### Work required
In the entries below, find the string "Grenots" and return each line holding it.

··· Record extracts

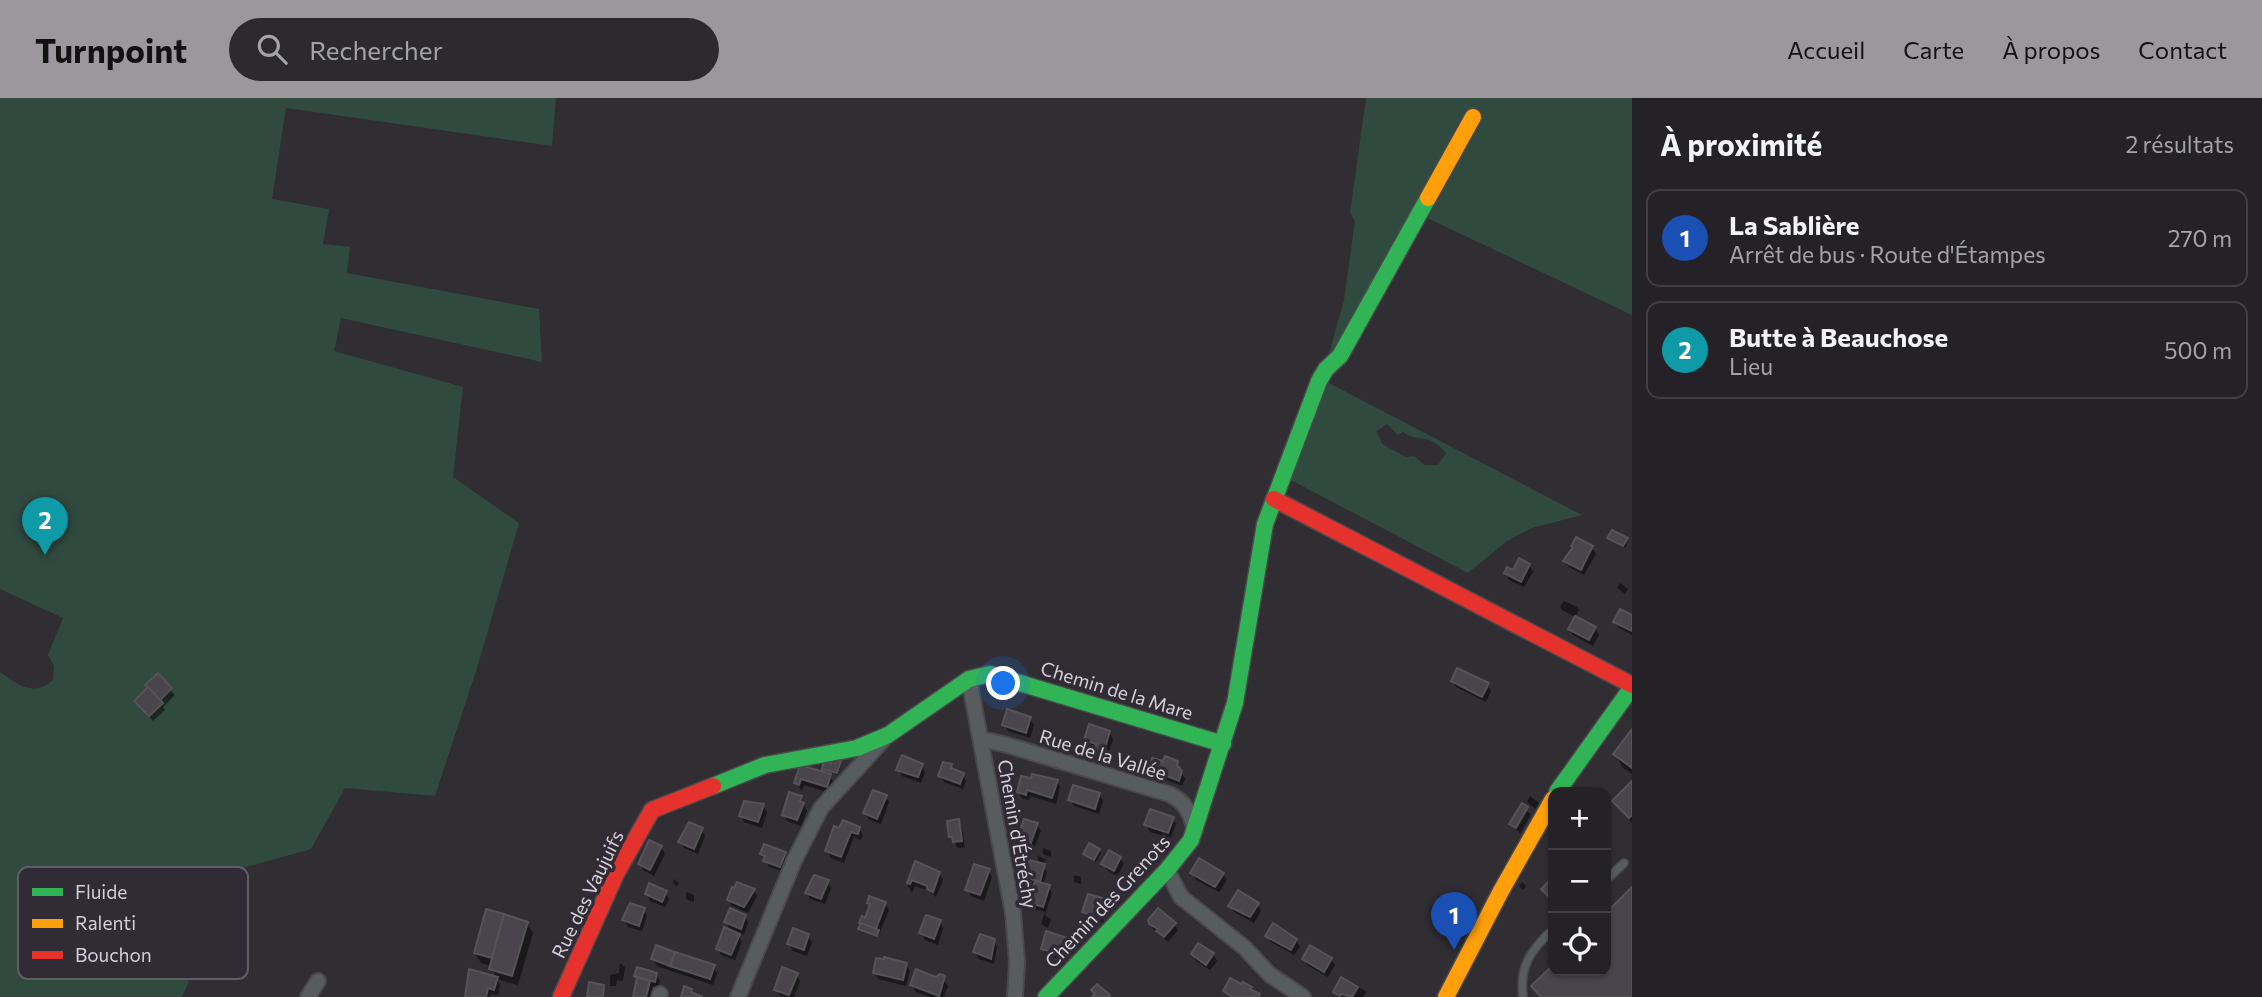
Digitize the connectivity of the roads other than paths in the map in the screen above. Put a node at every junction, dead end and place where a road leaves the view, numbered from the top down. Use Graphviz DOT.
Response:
graph roads {
  1 [pos="1473,117"];
  2 [pos="1273,499"];
  3 [pos="969,679"];
  4 [pos="1632,686"];
  5 [pos="888,735"];
  6 [pos="981,739"];
  7 [pos="1223,744"];
  8 [pos="1561,787"];
  9 [pos="1548,808"];
  10 [pos="1195,830"];
  11 [pos="1624,863"];
  12 [pos="1167,870"];
  13 [pos="1611,875"];
  14 [pos="1548,935"];
  15 [pos="318,981"];
  16 [pos="1059,989"];
  17 [pos="308,997"];
  18 [pos="561,997"];
  19 [pos="738,997"];
  20 [pos="1016,997"];
  21 [pos="1046,997"];
  22 [pos="1303,997"];
  23 [pos="1446,997"];
  24 [pos="1523,997"];
  1 -- 2 [label="street, Chemin des Grenots"];
  2 -- 4 [label="street"];
  2 -- 7 [label="street, Chemin des Grenots"];
  3 -- 5 [label="street"];
  3 -- 6 [label="street, Chemin d'Étréchy"];
  3 -- 7 [label="street, Chemin de la Mare"];
  4 -- 8 [label="street"];
  5 -- 18 [label="street, Rue des Vaujuifs"];
  5 -- 19 [label="street"];
  6 -- 10 [label="street, Rue de la Vallée"];
  6 -- 20 [label="street, Chemin d'Étréchy"];
  7 -- 10 [label="street, Chemin des Grenots"];
  9 -- 23 [label="street"];
  10 -- 12 [label="street, Chemin des Grenots"];
  11 -- 13 [label="lane"];
  12 -- 16 [label="street, Chemin des Grenots"];
  12 -- 22 [label="street"];
  14 -- 24 [label="lane"];
  15 -- 17 [label="street"];
  16 -- 21 [label="street, Chemin des Grenots"];
}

······

### Answer to the problem
  1 -- 2 [label="street, Chemin des Grenots"];
  2 -- 7 [label="street, Chemin des Grenots"];
  7 -- 10 [label="street, Chemin des Grenots"];
  10 -- 12 [label="street, Chemin des Grenots"];
  12 -- 16 [label="street, Chemin des Grenots"];
  16 -- 21 [label="street, Chemin des Grenots"];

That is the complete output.